* **SOURCE MATERIAL**
----------
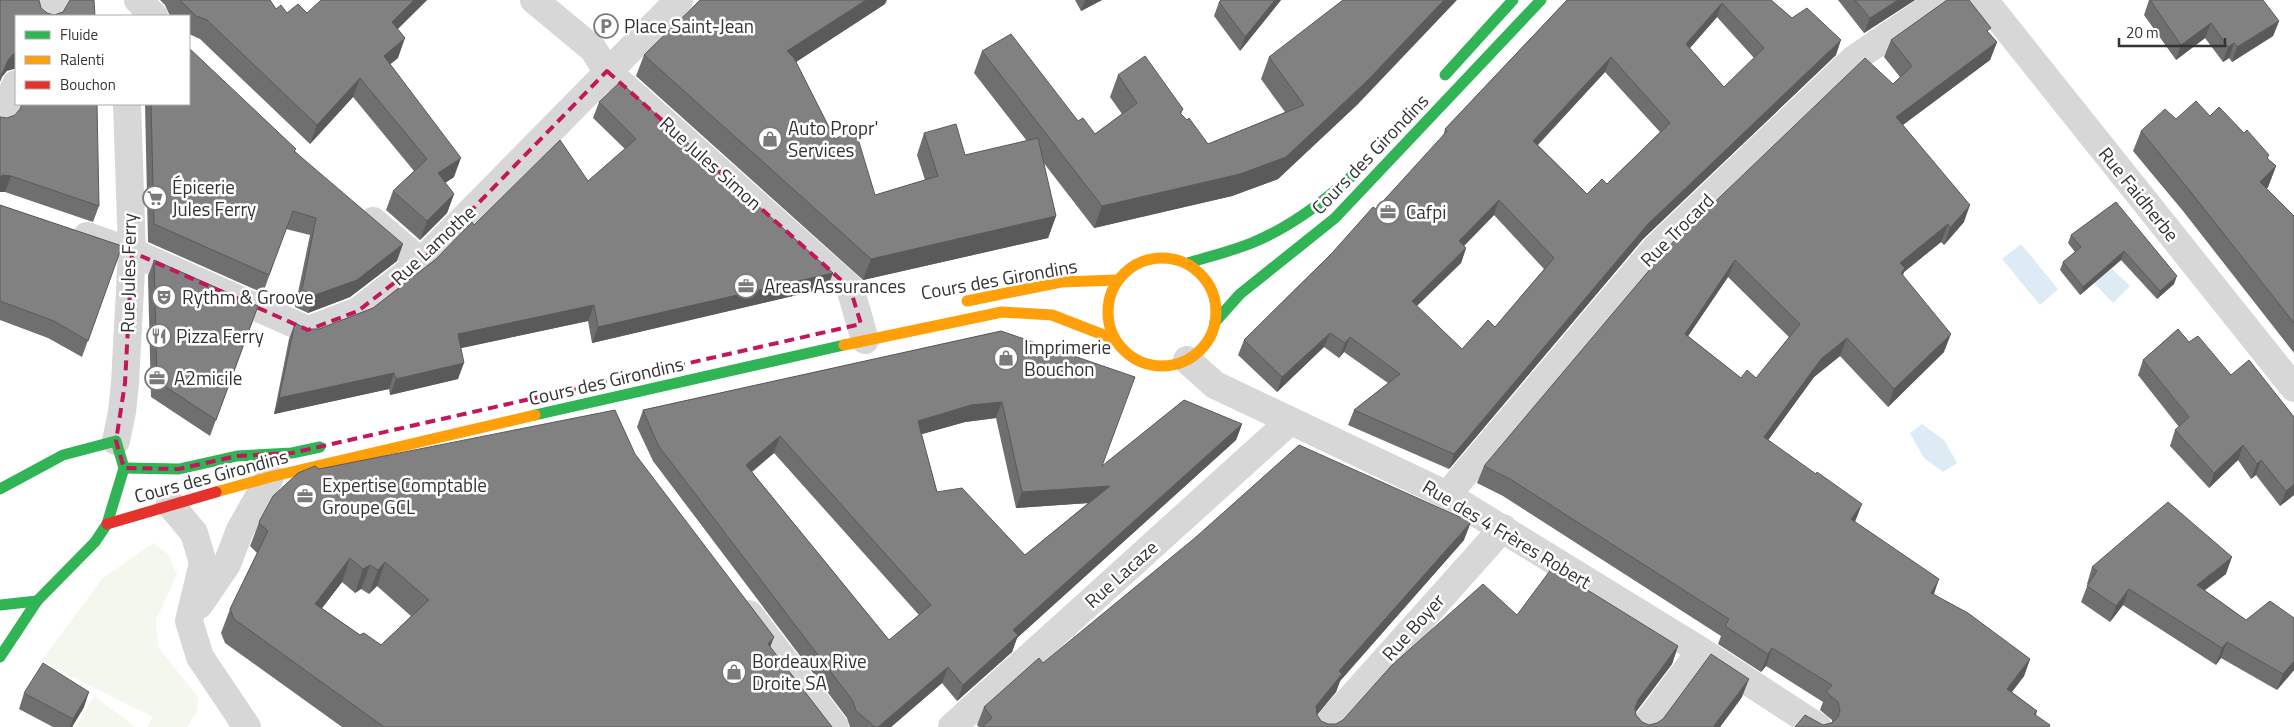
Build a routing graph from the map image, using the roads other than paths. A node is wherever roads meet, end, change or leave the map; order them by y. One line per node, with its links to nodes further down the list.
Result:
----------
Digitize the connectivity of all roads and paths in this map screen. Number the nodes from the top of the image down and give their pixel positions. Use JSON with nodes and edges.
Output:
----------
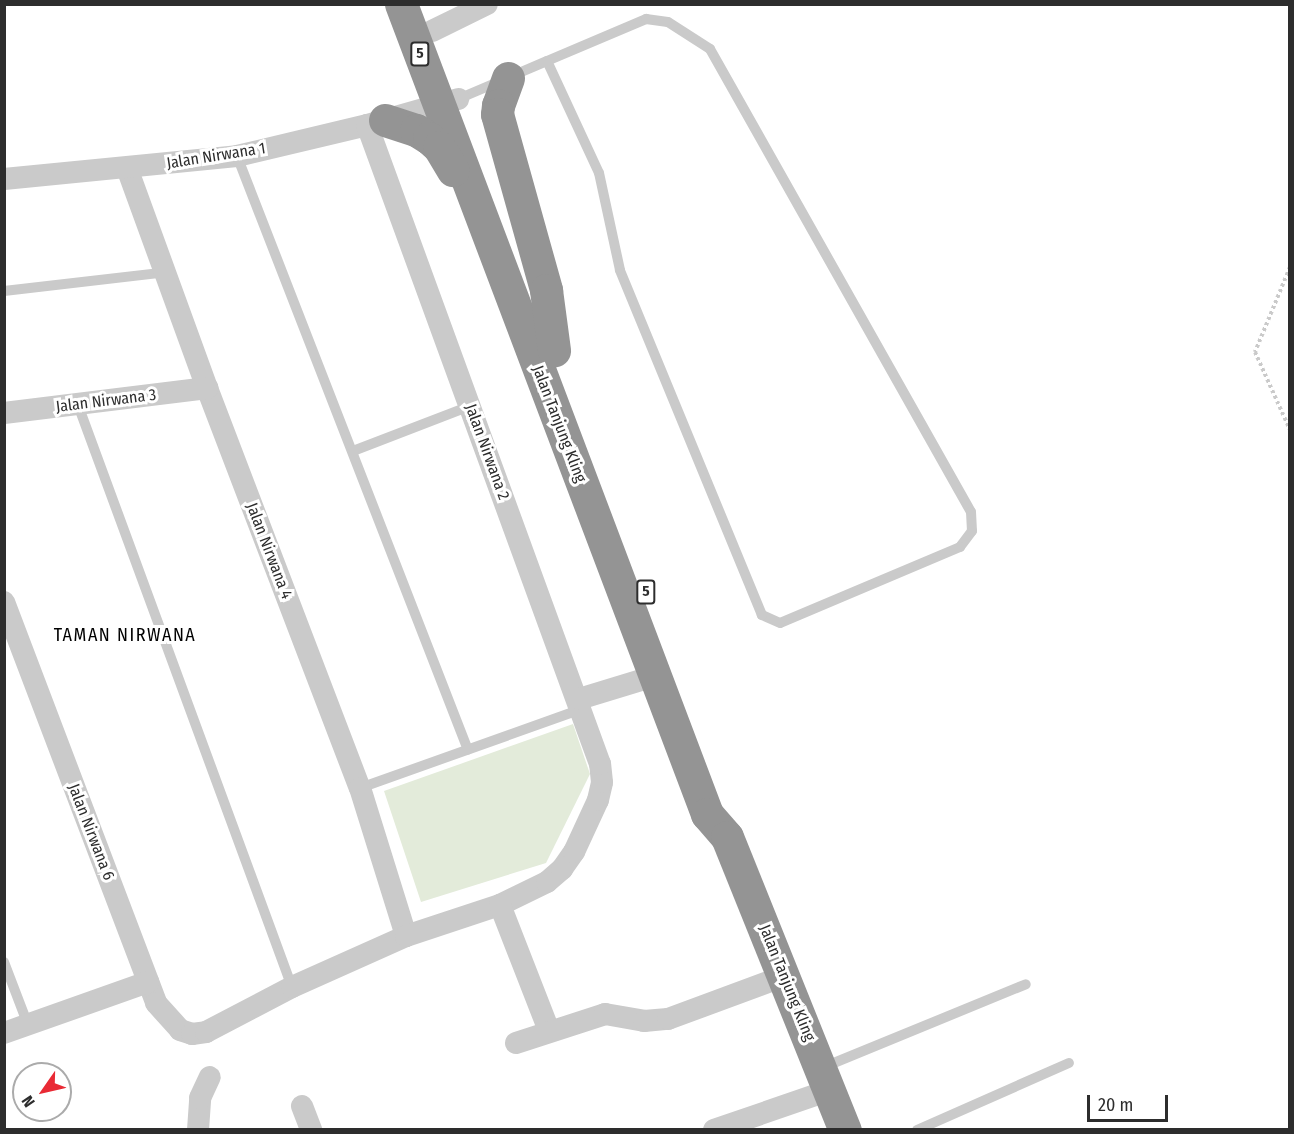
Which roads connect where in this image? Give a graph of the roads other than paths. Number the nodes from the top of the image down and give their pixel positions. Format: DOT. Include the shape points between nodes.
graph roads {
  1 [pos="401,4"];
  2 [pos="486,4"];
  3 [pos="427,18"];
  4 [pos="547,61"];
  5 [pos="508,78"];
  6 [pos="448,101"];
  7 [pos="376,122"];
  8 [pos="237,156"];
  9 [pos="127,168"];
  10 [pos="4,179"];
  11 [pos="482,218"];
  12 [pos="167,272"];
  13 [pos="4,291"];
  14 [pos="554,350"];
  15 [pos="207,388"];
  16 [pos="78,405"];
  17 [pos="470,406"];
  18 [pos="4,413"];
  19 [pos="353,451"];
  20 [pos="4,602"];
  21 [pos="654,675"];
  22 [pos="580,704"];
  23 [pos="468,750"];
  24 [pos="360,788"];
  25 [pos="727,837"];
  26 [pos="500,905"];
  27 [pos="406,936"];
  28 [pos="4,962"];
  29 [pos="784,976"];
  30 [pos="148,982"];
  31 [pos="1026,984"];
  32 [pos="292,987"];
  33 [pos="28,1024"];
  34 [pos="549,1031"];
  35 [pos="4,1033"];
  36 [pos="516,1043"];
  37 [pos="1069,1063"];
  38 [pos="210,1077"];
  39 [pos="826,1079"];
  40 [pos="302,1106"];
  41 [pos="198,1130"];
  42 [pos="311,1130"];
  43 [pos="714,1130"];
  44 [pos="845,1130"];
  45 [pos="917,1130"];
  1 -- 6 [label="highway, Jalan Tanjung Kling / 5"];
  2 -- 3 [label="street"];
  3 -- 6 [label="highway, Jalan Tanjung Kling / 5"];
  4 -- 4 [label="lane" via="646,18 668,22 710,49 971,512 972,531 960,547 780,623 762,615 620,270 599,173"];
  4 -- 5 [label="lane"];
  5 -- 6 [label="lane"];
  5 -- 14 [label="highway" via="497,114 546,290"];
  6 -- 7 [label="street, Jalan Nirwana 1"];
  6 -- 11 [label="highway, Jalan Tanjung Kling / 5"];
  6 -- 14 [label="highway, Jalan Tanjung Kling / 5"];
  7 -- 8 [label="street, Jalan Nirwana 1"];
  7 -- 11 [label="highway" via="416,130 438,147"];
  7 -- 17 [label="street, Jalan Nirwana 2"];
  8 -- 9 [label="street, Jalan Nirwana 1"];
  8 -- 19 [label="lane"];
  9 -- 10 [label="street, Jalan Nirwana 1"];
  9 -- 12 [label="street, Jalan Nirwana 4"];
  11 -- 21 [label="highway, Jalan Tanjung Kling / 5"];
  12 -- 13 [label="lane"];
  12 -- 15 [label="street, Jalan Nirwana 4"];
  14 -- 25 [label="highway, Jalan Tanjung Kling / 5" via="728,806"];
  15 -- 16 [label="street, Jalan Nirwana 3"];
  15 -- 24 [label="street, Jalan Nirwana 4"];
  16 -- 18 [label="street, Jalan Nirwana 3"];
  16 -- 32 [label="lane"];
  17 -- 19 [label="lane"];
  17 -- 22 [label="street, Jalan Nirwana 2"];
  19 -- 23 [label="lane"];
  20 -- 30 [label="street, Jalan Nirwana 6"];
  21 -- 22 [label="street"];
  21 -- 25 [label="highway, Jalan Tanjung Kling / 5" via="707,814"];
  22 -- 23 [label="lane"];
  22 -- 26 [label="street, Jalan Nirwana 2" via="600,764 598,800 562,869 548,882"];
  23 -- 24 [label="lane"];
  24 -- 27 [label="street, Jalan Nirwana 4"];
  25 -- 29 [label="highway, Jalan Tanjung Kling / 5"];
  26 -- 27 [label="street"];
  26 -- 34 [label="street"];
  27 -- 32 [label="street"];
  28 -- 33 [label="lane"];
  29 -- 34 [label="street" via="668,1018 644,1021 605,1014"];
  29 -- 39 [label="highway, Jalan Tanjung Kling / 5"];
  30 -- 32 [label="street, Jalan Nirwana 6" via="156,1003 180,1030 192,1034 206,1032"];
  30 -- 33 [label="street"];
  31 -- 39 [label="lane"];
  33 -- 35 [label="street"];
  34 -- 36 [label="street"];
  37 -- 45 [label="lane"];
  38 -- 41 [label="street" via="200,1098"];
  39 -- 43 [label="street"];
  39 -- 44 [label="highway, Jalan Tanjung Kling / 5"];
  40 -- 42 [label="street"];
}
----------
* **WHAT IS BEING ASKED**
Show the lines above that include "with".

* **PROBLEM SOLUTION**
Build a routing graph from the map image, using the roads other than paths. A node is wherever roads meet, end, change or leave the map; order them by y. One line per node, with its links to nodes further down the list.
Digitize the connectivity of all roads and paths in this map screen. Number the nodes from the top of the image down and give their pixel positions. Use JSON with nodes and edges.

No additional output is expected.